I have a dataframe in form of
table_name <- c("city", "city", "city", "car", "car", "country", "country", "country", "country", "country")
column <- c("Vienna", "Paris", "London", "Honda", "Nissan", "Germany", "Spain", "Italy", "Portugal", "France")
df <- data.frame(table_name, column)
table_name column
1 city Vienna
2 city Paris
3 city London
4 car Honda
5 car Nissan
6 country Germany
7 country Spain
8 country Italy
9 country Portugal
10 country France
and I would like to widen this table and get it in this format:
table_name column1 column2 column3 column4 column5
1 "city" "Vienna" "Paris" "London" "" ""
2 "car" "Honda" "Nissan" "" "" ""
3 "country" "Germany" "Spain" "Italy" "Portugal" "France"

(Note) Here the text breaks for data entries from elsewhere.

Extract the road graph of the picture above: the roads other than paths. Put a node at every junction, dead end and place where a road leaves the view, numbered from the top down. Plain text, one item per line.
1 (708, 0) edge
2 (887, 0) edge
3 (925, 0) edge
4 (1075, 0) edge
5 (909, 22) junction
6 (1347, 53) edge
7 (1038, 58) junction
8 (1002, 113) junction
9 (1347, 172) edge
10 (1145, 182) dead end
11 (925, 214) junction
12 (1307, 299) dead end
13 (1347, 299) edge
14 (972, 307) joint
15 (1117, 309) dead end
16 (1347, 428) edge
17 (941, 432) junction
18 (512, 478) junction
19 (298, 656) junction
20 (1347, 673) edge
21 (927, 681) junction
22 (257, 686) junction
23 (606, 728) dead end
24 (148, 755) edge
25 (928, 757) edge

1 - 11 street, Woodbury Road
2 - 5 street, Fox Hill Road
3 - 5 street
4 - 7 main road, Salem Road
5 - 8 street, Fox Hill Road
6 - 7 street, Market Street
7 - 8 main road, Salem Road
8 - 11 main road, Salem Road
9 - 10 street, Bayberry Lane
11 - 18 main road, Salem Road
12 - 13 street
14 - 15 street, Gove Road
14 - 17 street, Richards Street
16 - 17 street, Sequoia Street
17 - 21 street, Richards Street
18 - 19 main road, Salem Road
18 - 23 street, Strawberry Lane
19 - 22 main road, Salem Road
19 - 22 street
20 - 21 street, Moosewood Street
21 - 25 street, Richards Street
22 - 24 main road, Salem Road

Is there an elegant way to do this with reshape2 or tidyr? I dont mind if there are empty string or NULL values. The naming of the new column should be simply adding the next integer, or something.
It's not in the form of key-value pairs, so I am struggling a little bit.

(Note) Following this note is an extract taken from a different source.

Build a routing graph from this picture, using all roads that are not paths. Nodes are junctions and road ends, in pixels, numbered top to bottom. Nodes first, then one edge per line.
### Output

We can create a sequence column and use pivot_wider
library(dplyr)
library(tidyr)
library(stringr)
library(data.table)
df %>%
mutate(col1 = str_c('column', rowid(table_name))) %>%
pivot_wider(names_from = col1, values_from = column)
# A tibble: 3 x 6
# table_name column1 column2 column3 column4 column5
# <fct> <fct> <fct> <fct> <fct> <fct>
#1 city Vienna Paris London <NA> <NA>
#2 car Honda Nissan <NA> <NA> <NA>
#3 country Germany Spain Italy Portugal France
Or using dcast
from data.table
library(data.table)
dcast(setDT(df), table_name ~ paste0('column',
rowid(table_name)), value.var = 'column')
# table_name column1 column2 column3 column4 column5
#1: car Honda Nissan <NA> <NA> <NA>
#2: city Vienna Paris London <NA> <NA>
#3: country Germany Spain Italy Portugal France